Nanostring transcriptomic analysis

RNA was isolated from single-cell suspensions of tumors using a NucleoSpin RNA kit (Macherey-Nagel) according to manufacturer’s protocol. The quality and yield after sample preparation were determined using the Agilent DNF-474 HS NGS Fragment Kit and measured with the Fragment Analyzer. The size of the resulting products was consistent with 95% of the fragments >300 bp. We loaded 300 ng RNA on nCounter PanCancer Immune Profiling cartridges (catalog # 115000142, Nanostring) and measured the fluorescent barcodes on a nCounter Analysis System (NanoString) according to the manufacturer’s instructions. Data were processed and normalized using nSolver Analysis Software (V4.0) and the Advanced Analysis module (V2.0, NanoString). NanoString-defined markers were used to analyze scores for cell types and immune pathways. Benjamini-Hochberg adjusted p values were used to decrease the false-discovery rate.

Statistical analysis

Data are presented as mean ± SEM as stated in the figure legends.

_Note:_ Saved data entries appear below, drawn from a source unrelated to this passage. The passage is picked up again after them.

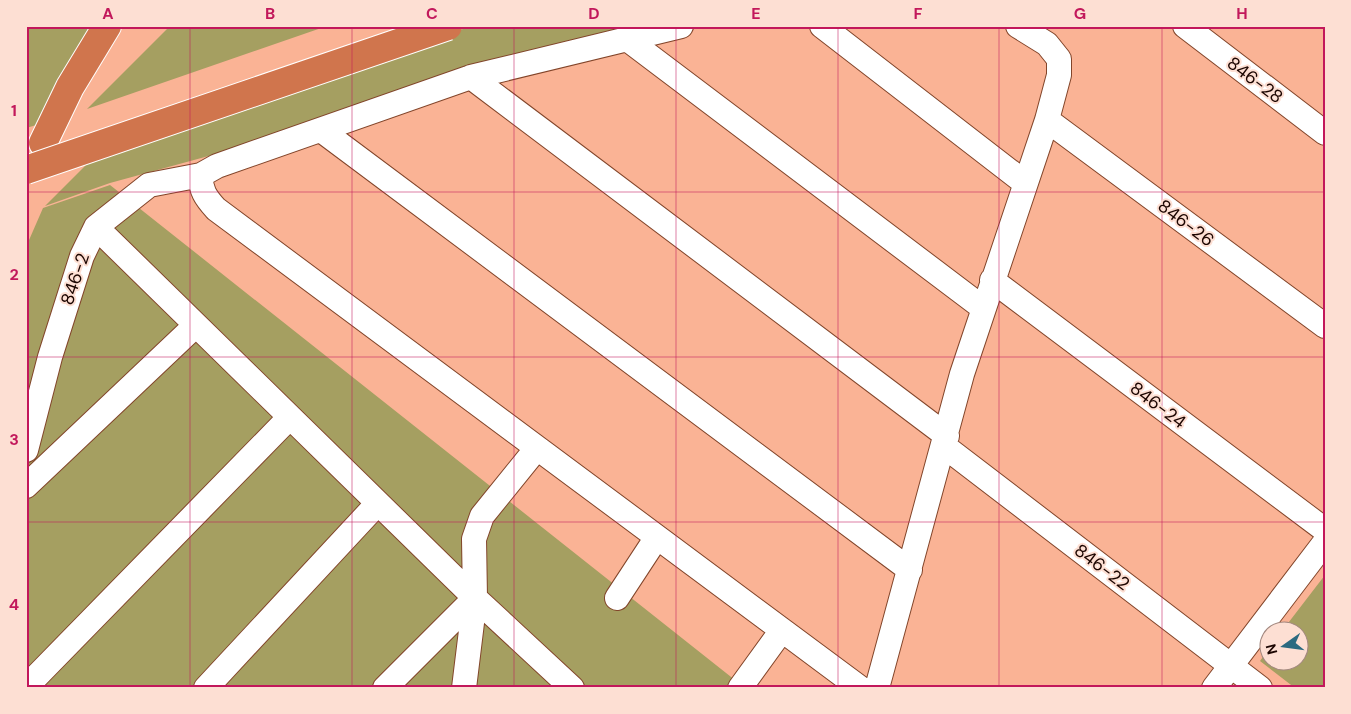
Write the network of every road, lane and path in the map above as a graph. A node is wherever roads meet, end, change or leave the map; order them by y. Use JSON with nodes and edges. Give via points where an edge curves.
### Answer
{"nodes":[{"id":1,"x":107,"y":26,"type":"edge"},
{"id":2,"x":448,"y":26,"type":"edge"},
{"id":3,"x":681,"y":26,"type":"edge"},
{"id":4,"x":822,"y":26,"type":"edge"},
{"id":5,"x":1018,"y":26,"type":"edge"},
{"id":6,"x":1186,"y":26,"type":"edge"},
{"id":7,"x":627,"y":39,"type":"junction"},
{"id":8,"x":471,"y":77,"type":"junction"},
{"id":9,"x":1047,"y":120,"type":"junction"},
{"id":10,"x":321,"y":130,"type":"junction"},
{"id":11,"x":1325,"y":133,"type":"edge"},
{"id":12,"x":43,"y":143,"type":"dead end"},
{"id":13,"x":26,"y":170,"type":"edge"},
{"id":14,"x":202,"y":174,"type":"junction"},
{"id":15,"x":1025,"y":183,"type":"junction"},
{"id":16,"x":96,"y":227,"type":"junction"},
{"id":17,"x":992,"y":280,"type":"junction"},
{"id":18,"x":983,"y":308,"type":"junction"},
{"id":19,"x":196,"y":325,"type":"junction"},
{"id":20,"x":1325,"y":326,"type":"edge"},
{"id":21,"x":290,"y":418,"type":"junction"},
{"id":22,"x":946,"y":441,"type":"junction"},
{"id":23,"x":537,"y":448,"type":"junction"},
{"id":24,"x":26,"y":450,"type":"edge"},
{"id":25,"x":26,"y":486,"type":"edge"},
{"id":26,"x":378,"y":503,"type":"junction"},
{"id":27,"x":1325,"y":530,"type":"edge"},
{"id":28,"x":657,"y":537,"type":"junction"},
{"id":29,"x":1325,"y":542,"type":"edge"},
{"id":30,"x":910,"y":570,"type":"junction"},
{"id":31,"x":475,"y":598,"type":"junction"},
{"id":32,"x":617,"y":598,"type":"dead end"},
{"id":33,"x":782,"y":630,"type":"junction"},
{"id":34,"x":1231,"y":665,"type":"junction"},
{"id":35,"x":26,"y":687,"type":"edge"},
{"id":36,"x":206,"y":688,"type":"edge"},
{"id":37,"x":385,"y":688,"type":"edge"},
{"id":38,"x":464,"y":688,"type":"edge"},
{"id":39,"x":572,"y":688,"type":"edge"},
{"id":40,"x":740,"y":688,"type":"edge"},
{"id":41,"x":860,"y":688,"type":"edge"},
{"id":42,"x":877,"y":688,"type":"edge"},
{"id":43,"x":1214,"y":688,"type":"edge"},
{"id":44,"x":1260,"y":688,"type":"edge"}],
"edges":[{"from":1,"to":12,"type":"highway","via":[[70,87]]},
{"from":2,"to":13,"type":"highway","bridge":true},
{"from":3,"to":7,"type":"street","name":"846-2"},
{"from":4,"to":15,"type":"street"},
{"from":5,"to":9,"type":"street","via":[[1047,44],[1059,59],[1059,75]]},
{"from":6,"to":11,"type":"street","name":"846-28"},
{"from":7,"to":8,"type":"street","name":"846-2"},
{"from":7,"to":18,"type":"street"},
{"from":8,"to":10,"type":"street","name":"846-2"},
{"from":8,"to":22,"type":"street","name":"846-22"},
{"from":9,"to":15,"type":"street"},
{"from":9,"to":20,"type":"street","name":"846-26"},
{"from":10,"to":14,"type":"street","name":"846-2"},
{"from":10,"to":30,"type":"street"},
{"from":14,"to":16,"type":"street","name":"846-2","via":[[149,184]]},
{"from":14,"to":23,"type":"street","via":[[200,185],[216,210]]},
{"from":15,"to":17,"type":"street"},
{"from":16,"to":19,"type":"street"},
{"from":16,"to":24,"type":"street","name":"846-2","via":[[82,256]]},
{"from":17,"to":18,"type":"street"},
{"from":17,"to":27,"type":"street","name":"846-24"},
{"from":18,"to":22,"type":"street","via":[[962,374]]},
{"from":19,"to":21,"type":"street"},
{"from":19,"to":25,"type":"street"},
{"from":21,"to":26,"type":"street"},
{"from":21,"to":35,"type":"street"},
{"from":22,"to":30,"type":"street"},
{"from":22,"to":34,"type":"street","name":"846-22"},
{"from":23,"to":28,"type":"street"},
{"from":23,"to":31,"type":"street","via":[[482,516],[474,539]]},
{"from":26,"to":31,"type":"street"},
{"from":26,"to":36,"type":"street"},
{"from":28,"to":32,"type":"street"},
{"from":28,"to":33,"type":"street"},
{"from":29,"to":34,"type":"street"},
{"from":30,"to":42,"type":"street"},
{"from":31,"to":37,"type":"street"},
{"from":31,"to":38,"type":"street"},
{"from":31,"to":39,"type":"street"},
{"from":33,"to":40,"type":"street"},
{"from":33,"to":41,"type":"street"},
{"from":34,"to":43,"type":"street"},
{"from":34,"to":44,"type":"street","name":"846-22"}]}
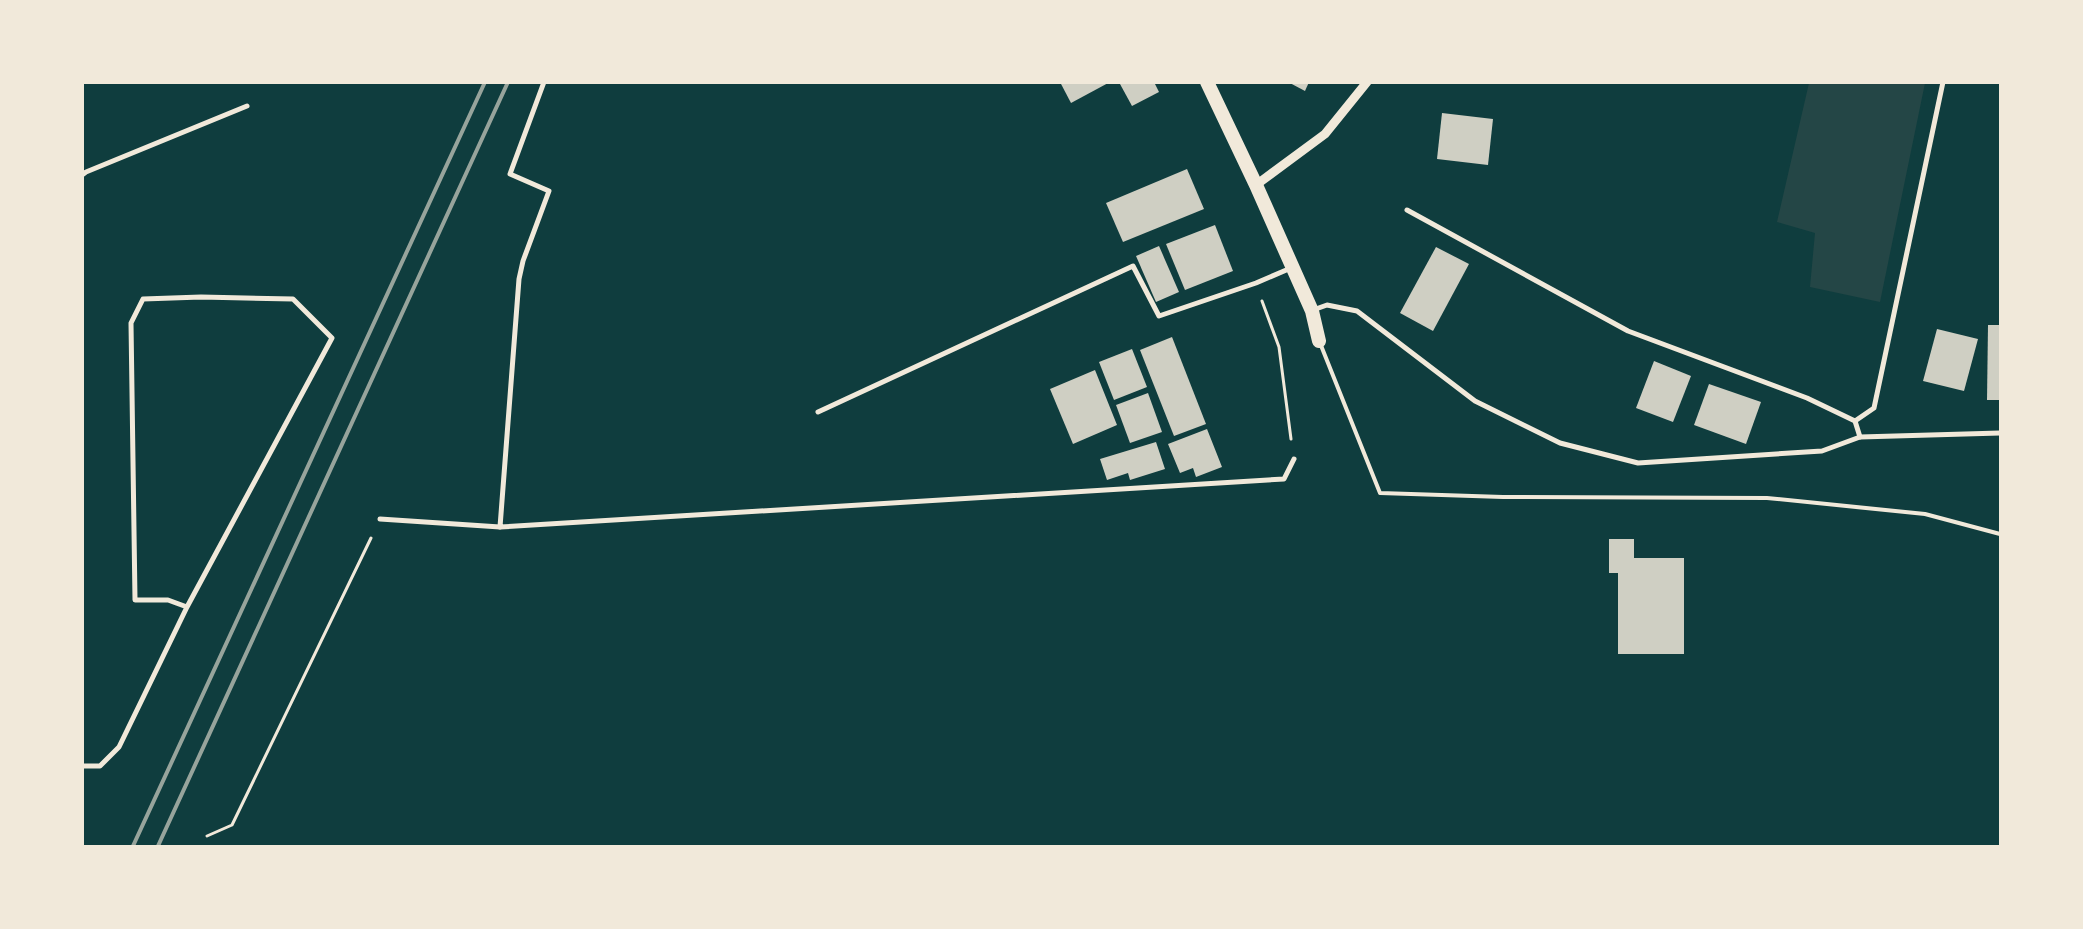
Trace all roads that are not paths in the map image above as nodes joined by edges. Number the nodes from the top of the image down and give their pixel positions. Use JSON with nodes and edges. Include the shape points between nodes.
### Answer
{"nodes":[{"id":1,"x":544,"y":82,"type":"edge"},
{"id":2,"x":1207,"y":82,"type":"edge"},
{"id":3,"x":1367,"y":82,"type":"edge"},
{"id":4,"x":1943,"y":82,"type":"edge"},
{"id":5,"x":247,"y":106,"type":"dead end"},
{"id":6,"x":82,"y":175,"type":"edge"},
{"id":7,"x":1256,"y":186,"type":"junction"},
{"id":8,"x":1407,"y":210,"type":"dead end"},
{"id":9,"x":1291,"y":268,"type":"junction"},
{"id":10,"x":1312,"y":310,"type":"junction"},
{"id":11,"x":1319,"y":341,"type":"joint"},
{"id":12,"x":818,"y":412,"type":"dead end"},
{"id":13,"x":1854,"y":421,"type":"junction"},
{"id":14,"x":2000,"y":433,"type":"edge"},
{"id":15,"x":1860,"y":437,"type":"junction"},
{"id":16,"x":1294,"y":459,"type":"road end"},
{"id":17,"x":380,"y":519,"type":"road end"},
{"id":18,"x":500,"y":528,"type":"junction"},
{"id":19,"x":2000,"y":534,"type":"edge"},
{"id":20,"x":187,"y":607,"type":"junction"},
{"id":21,"x":82,"y":766,"type":"edge"}],
"edges":[{"from":1,"to":18,"type":"street","via":[[510,174],[549,191],[523,260],[520,278]]},
{"from":2,"to":7,"type":"highway"},
{"from":3,"to":7,"type":"street","via":[[1325,134]]},
{"from":4,"to":13,"type":"street","via":[[1874,408]]},
{"from":5,"to":6,"type":"street"},
{"from":7,"to":9,"type":"highway"},
{"from":8,"to":13,"type":"street","via":[[1628,332],[1807,398]]},
{"from":9,"to":10,"type":"highway"},
{"from":9,"to":12,"type":"street","via":[[1159,316],[1133,266]]},
{"from":10,"to":11,"type":"highway"},
{"from":10,"to":15,"type":"street","via":[[1327,305],[1357,311],[1475,401],[1560,442],[1638,463],[1822,451]]},
{"from":11,"to":19,"type":"lane","via":[[1380,493],[1767,498],[1925,514]]},
{"from":13,"to":15,"type":"street"},
{"from":14,"to":15,"type":"street"},
{"from":16,"to":18,"type":"street","via":[[1284,479]]},
{"from":17,"to":18,"type":"street"},
{"from":20,"to":20,"type":"street","via":[[332,338],[293,300],[201,297],[143,300],[131,323],[135,600],[168,600]]},
{"from":20,"to":21,"type":"street","via":[[119,747],[100,766]]}]}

Statistical significance was determined as indicated in the figure legends using GraphPad Prism 9 software or for the Nanostring transcriptomic analyses using nSolver V4.0 software, with P < 0.05 being considered as statistically significant, *P < 0.05, **P < 0.01, ***P < 0.001 and ****P < 0.0001.

Reporting summary

Further information on research design is available in the Nature Portfolio Reporting Summary linked to this article.